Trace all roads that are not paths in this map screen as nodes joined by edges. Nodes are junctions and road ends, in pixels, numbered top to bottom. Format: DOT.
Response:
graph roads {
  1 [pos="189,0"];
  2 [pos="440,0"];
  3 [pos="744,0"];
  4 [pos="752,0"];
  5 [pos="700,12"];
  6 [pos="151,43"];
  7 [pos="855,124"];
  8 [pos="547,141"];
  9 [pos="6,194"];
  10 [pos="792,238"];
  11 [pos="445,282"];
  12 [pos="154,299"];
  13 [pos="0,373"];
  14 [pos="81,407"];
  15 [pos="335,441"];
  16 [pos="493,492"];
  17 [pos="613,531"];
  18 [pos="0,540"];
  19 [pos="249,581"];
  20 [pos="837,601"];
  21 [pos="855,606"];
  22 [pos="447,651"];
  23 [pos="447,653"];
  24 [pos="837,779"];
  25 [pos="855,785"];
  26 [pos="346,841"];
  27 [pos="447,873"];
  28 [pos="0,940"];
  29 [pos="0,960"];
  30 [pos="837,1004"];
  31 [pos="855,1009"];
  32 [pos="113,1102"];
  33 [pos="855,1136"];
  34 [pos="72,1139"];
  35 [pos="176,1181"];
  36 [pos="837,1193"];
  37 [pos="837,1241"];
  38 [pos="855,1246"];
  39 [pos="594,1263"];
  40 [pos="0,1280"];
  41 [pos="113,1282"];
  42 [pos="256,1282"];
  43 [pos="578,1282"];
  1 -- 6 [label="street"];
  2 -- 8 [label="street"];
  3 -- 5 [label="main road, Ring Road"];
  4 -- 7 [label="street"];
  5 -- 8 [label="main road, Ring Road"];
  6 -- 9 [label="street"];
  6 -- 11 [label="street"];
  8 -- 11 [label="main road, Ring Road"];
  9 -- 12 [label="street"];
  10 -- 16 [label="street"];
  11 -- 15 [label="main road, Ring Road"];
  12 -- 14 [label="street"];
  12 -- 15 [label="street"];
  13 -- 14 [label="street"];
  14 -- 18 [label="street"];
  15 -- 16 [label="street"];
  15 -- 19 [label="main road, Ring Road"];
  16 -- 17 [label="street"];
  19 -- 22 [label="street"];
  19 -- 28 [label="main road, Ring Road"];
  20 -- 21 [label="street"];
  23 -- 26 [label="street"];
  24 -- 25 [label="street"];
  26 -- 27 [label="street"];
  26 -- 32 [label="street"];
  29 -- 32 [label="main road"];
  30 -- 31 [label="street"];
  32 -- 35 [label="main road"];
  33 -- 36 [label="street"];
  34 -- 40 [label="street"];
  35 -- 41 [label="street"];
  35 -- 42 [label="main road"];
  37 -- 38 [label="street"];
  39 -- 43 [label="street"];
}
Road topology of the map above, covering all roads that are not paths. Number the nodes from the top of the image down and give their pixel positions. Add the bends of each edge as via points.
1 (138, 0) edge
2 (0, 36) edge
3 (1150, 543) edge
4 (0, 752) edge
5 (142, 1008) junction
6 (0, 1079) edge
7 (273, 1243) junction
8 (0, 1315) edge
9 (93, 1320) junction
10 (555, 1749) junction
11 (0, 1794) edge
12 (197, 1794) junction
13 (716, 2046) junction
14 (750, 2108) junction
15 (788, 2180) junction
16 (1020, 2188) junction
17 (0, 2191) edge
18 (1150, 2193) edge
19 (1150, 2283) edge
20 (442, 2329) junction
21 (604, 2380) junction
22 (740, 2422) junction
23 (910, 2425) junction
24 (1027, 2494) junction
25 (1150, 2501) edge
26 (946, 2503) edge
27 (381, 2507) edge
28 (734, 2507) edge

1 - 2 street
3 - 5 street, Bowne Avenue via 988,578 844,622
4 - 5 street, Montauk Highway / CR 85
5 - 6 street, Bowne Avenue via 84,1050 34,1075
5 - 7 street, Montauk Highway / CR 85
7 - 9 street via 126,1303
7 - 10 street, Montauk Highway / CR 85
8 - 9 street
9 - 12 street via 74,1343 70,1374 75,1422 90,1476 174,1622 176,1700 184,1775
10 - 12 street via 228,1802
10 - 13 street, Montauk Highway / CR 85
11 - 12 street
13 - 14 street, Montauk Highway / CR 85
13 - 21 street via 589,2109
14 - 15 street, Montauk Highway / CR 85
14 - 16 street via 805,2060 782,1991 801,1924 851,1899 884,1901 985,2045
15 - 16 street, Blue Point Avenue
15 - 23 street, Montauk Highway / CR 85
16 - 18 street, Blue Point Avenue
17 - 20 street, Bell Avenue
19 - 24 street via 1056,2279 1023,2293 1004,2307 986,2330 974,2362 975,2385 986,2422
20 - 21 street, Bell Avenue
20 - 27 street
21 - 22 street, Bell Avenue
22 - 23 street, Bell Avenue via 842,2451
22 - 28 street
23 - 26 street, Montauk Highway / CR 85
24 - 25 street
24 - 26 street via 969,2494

Problem to solve: Reproduce each line above without any alteration.

Exercise output:
Trace all roads that are not paths in this map screen as nodes joined by edges. Nodes are junctions and road ends, in pixels, numbered top to bottom. Format: DOT.
Response:
graph roads {
  1 [pos="189,0"];
  2 [pos="440,0"];
  3 [pos="744,0"];
  4 [pos="752,0"];
  5 [pos="700,12"];
  6 [pos="151,43"];
  7 [pos="855,124"];
  8 [pos="547,141"];
  9 [pos="6,194"];
  10 [pos="792,238"];
  11 [pos="445,282"];
  12 [pos="154,299"];
  13 [pos="0,373"];
  14 [pos="81,407"];
  15 [pos="335,441"];
  16 [pos="493,492"];
  17 [pos="613,531"];
  18 [pos="0,540"];
  19 [pos="249,581"];
  20 [pos="837,601"];
  21 [pos="855,606"];
  22 [pos="447,651"];
  23 [pos="447,653"];
  24 [pos="837,779"];
  25 [pos="855,785"];
  26 [pos="346,841"];
  27 [pos="447,873"];
  28 [pos="0,940"];
  29 [pos="0,960"];
  30 [pos="837,1004"];
  31 [pos="855,1009"];
  32 [pos="113,1102"];
  33 [pos="855,1136"];
  34 [pos="72,1139"];
  35 [pos="176,1181"];
  36 [pos="837,1193"];
  37 [pos="837,1241"];
  38 [pos="855,1246"];
  39 [pos="594,1263"];
  40 [pos="0,1280"];
  41 [pos="113,1282"];
  42 [pos="256,1282"];
  43 [pos="578,1282"];
  1 -- 6 [label="street"];
  2 -- 8 [label="street"];
  3 -- 5 [label="main road, Ring Road"];
  4 -- 7 [label="street"];
  5 -- 8 [label="main road, Ring Road"];
  6 -- 9 [label="street"];
  6 -- 11 [label="street"];
  8 -- 11 [label="main road, Ring Road"];
  9 -- 12 [label="street"];
  10 -- 16 [label="street"];
  11 -- 15 [label="main road, Ring Road"];
  12 -- 14 [label="street"];
  12 -- 15 [label="street"];
  13 -- 14 [label="street"];
  14 -- 18 [label="street"];
  15 -- 16 [label="street"];
  15 -- 19 [label="main road, Ring Road"];
  16 -- 17 [label="street"];
  19 -- 22 [label="street"];
  19 -- 28 [label="main road, Ring Road"];
  20 -- 21 [label="street"];
  23 -- 26 [label="street"];
  24 -- 25 [label="street"];
  26 -- 27 [label="street"];
  26 -- 32 [label="street"];
  29 -- 32 [label="main road"];
  30 -- 31 [label="street"];
  32 -- 35 [label="main road"];
  33 -- 36 [label="street"];
  34 -- 40 [label="street"];
  35 -- 41 [label="street"];
  35 -- 42 [label="main road"];
  37 -- 38 [label="street"];
  39 -- 43 [label="street"];
}
Road topology of the map above, covering all roads that are not paths. Number the nodes from the top of the image down and give their pixel positions. Add the bends of each edge as via points.
1 (138, 0) edge
2 (0, 36) edge
3 (1150, 543) edge
4 (0, 752) edge
5 (142, 1008) junction
6 (0, 1079) edge
7 (273, 1243) junction
8 (0, 1315) edge
9 (93, 1320) junction
10 (555, 1749) junction
11 (0, 1794) edge
12 (197, 1794) junction
13 (716, 2046) junction
14 (750, 2108) junction
15 (788, 2180) junction
16 (1020, 2188) junction
17 (0, 2191) edge
18 (1150, 2193) edge
19 (1150, 2283) edge
20 (442, 2329) junction
21 (604, 2380) junction
22 (740, 2422) junction
23 (910, 2425) junction
24 (1027, 2494) junction
25 (1150, 2501) edge
26 (946, 2503) edge
27 (381, 2507) edge
28 (734, 2507) edge

1 - 2 street
3 - 5 street, Bowne Avenue via 988,578 844,622
4 - 5 street, Montauk Highway / CR 85
5 - 6 street, Bowne Avenue via 84,1050 34,1075
5 - 7 street, Montauk Highway / CR 85
7 - 9 street via 126,1303
7 - 10 street, Montauk Highway / CR 85
8 - 9 street
9 - 12 street via 74,1343 70,1374 75,1422 90,1476 174,1622 176,1700 184,1775
10 - 12 street via 228,1802
10 - 13 street, Montauk Highway / CR 85
11 - 12 street
13 - 14 street, Montauk Highway / CR 85
13 - 21 street via 589,2109
14 - 15 street, Montauk Highway / CR 85
14 - 16 street via 805,2060 782,1991 801,1924 851,1899 884,1901 985,2045
15 - 16 street, Blue Point Avenue
15 - 23 street, Montauk Highway / CR 85
16 - 18 street, Blue Point Avenue
17 - 20 street, Bell Avenue
19 - 24 street via 1056,2279 1023,2293 1004,2307 986,2330 974,2362 975,2385 986,2422
20 - 21 street, Bell Avenue
20 - 27 street
21 - 22 street, Bell Avenue
22 - 23 street, Bell Avenue via 842,2451
22 - 28 street
23 - 26 street, Montauk Highway / CR 85
24 - 25 street
24 - 26 street via 969,2494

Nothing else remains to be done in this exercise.